Lucy blinked. She hadn’t thought of it like that. Most of the time, it would have made good sense. But one of the things Mr. Gomes could do—or she supposed he could—was disappear from this world and go back to his own. And if he did, how could the Feldgendarmerie go after him?
“I didn’t know you could think like a Feldgendarmerie man,” she said.
Her father made a face nastier than any of the ones Michael had aimed at her. “You say the sweetest things,” he muttered.
“I didn’t mean it like that,” Lucy told him.
That horrible face melted into a tired smile. “I know you didn’t, sweetheart,” he said. “But I’ve met the Germans up close, and you haven’t. I don’t want to think like them, believe you me I don’t.”

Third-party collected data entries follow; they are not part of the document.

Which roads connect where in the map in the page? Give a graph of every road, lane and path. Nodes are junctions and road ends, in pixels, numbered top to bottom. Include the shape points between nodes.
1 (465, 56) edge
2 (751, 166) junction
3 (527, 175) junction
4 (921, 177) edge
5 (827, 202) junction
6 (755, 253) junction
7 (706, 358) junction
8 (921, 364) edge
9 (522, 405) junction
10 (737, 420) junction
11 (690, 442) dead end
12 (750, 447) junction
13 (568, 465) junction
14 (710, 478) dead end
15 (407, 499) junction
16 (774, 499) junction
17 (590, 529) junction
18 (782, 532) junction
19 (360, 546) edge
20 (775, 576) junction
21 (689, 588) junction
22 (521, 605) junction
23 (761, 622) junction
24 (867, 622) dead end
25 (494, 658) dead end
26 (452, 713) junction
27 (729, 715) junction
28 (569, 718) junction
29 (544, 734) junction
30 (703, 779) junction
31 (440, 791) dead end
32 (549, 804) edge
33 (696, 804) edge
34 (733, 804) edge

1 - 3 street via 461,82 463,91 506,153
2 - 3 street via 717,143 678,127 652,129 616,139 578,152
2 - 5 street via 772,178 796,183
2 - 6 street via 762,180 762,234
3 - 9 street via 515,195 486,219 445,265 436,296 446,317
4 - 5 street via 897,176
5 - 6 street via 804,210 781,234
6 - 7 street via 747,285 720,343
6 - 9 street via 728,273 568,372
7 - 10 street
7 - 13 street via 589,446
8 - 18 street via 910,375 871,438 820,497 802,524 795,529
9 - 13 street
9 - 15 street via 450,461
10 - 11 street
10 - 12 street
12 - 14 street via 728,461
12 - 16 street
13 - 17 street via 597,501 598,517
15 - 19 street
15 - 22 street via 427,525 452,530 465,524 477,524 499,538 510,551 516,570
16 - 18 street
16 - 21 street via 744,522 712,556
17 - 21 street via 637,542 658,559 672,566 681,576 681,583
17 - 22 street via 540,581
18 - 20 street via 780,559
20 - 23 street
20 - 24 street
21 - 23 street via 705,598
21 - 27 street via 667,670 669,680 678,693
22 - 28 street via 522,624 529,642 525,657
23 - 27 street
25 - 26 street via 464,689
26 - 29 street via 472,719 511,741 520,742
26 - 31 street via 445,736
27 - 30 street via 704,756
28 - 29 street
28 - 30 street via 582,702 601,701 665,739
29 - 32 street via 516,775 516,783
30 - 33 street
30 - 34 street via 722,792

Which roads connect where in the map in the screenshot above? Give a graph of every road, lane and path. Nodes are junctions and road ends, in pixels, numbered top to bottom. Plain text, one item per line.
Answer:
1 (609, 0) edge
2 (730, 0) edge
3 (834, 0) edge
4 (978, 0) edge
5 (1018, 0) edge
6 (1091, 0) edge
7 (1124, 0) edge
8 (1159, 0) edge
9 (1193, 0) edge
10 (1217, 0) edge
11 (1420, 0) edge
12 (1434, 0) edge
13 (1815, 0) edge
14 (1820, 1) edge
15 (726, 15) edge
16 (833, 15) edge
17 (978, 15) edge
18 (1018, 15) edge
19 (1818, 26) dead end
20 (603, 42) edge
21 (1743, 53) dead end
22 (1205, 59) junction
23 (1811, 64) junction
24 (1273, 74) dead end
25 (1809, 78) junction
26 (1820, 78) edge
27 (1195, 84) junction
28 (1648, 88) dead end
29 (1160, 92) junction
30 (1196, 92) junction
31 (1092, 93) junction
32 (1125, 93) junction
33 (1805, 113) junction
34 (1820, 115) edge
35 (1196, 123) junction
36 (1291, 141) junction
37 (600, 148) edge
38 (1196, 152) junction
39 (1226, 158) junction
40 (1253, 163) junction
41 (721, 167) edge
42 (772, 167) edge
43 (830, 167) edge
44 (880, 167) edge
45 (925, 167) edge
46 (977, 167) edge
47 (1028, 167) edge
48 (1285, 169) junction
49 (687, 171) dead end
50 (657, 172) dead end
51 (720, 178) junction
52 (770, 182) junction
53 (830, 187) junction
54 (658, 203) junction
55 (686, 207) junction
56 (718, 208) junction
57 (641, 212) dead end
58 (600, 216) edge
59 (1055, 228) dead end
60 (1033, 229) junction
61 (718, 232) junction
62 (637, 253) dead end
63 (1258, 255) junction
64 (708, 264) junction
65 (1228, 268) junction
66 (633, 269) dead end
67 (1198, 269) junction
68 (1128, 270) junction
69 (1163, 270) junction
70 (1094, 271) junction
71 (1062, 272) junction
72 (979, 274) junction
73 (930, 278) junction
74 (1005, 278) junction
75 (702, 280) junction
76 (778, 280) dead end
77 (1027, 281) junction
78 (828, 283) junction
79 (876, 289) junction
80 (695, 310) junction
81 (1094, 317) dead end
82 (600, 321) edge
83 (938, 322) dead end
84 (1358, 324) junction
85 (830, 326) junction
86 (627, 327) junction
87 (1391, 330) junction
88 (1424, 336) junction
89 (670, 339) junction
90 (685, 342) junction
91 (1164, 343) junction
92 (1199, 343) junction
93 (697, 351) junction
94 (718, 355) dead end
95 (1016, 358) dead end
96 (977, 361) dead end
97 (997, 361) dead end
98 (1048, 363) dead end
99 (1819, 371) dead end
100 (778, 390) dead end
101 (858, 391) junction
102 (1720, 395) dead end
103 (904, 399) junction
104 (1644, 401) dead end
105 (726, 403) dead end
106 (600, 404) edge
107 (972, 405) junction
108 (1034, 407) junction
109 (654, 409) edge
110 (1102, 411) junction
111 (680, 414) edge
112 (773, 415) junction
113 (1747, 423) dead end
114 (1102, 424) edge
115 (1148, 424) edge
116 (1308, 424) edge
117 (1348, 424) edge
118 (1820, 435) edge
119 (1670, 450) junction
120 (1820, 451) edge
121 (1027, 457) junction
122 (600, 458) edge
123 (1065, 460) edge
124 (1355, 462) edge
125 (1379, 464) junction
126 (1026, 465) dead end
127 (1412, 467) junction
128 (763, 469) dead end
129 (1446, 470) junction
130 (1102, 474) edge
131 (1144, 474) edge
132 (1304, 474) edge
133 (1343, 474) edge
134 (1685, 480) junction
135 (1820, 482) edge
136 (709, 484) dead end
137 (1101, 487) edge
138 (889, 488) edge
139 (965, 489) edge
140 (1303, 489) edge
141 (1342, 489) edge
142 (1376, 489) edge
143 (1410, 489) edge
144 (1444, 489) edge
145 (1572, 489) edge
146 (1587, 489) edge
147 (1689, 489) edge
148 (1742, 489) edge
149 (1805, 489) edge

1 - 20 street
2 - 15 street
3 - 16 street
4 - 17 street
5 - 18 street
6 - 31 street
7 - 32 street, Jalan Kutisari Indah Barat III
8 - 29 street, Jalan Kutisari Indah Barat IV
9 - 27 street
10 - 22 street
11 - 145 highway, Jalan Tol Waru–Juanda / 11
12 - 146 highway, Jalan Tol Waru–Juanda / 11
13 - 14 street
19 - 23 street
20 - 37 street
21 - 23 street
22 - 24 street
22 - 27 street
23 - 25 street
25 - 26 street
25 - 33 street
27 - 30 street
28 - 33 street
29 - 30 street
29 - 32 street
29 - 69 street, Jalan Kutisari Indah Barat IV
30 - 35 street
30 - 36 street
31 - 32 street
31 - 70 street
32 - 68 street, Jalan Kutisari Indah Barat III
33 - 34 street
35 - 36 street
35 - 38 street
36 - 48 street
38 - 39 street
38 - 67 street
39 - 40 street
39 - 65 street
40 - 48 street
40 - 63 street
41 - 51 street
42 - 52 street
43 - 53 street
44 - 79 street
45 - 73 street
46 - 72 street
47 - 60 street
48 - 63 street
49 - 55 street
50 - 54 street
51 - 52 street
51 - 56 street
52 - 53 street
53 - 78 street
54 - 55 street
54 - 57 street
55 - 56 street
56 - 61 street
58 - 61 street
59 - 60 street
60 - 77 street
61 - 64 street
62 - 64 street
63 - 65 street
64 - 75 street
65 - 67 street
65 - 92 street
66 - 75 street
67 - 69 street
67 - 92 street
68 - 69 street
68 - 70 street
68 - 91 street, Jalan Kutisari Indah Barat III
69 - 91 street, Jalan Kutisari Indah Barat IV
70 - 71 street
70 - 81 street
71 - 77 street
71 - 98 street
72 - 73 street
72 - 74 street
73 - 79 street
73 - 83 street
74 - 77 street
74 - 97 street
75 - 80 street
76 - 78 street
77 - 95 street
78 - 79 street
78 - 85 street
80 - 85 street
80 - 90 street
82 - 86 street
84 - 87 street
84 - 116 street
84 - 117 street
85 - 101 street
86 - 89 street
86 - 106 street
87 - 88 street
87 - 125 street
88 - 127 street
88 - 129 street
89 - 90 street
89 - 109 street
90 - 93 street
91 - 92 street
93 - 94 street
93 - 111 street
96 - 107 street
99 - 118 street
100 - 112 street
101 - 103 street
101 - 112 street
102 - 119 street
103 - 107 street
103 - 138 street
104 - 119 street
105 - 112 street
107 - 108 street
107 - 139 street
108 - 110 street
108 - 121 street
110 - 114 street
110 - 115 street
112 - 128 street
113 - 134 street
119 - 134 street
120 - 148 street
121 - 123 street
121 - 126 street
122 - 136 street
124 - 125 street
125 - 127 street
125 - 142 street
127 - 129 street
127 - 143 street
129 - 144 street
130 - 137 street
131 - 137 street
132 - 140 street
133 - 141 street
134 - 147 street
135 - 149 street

She started to say she’d met the Feldgendarmerie, too, when they let him out of jail and brought him back here. Something in his eyes told her that would be worse than just wasting her breath. It would be saying something not only stupid but naive. No one could know the German secret police who hadn’t been in jail, who hadn’t been grilled. Father had. She hadn’t. It was as simple as that.
He went back to his newspaper. She went to her room. He hadn’t rubbed her nose in the mistake she almost made. That wasn’t his style. But he’d made sure she knew about it. And she did. She didn’t think she’d ever be foolish that particular way again.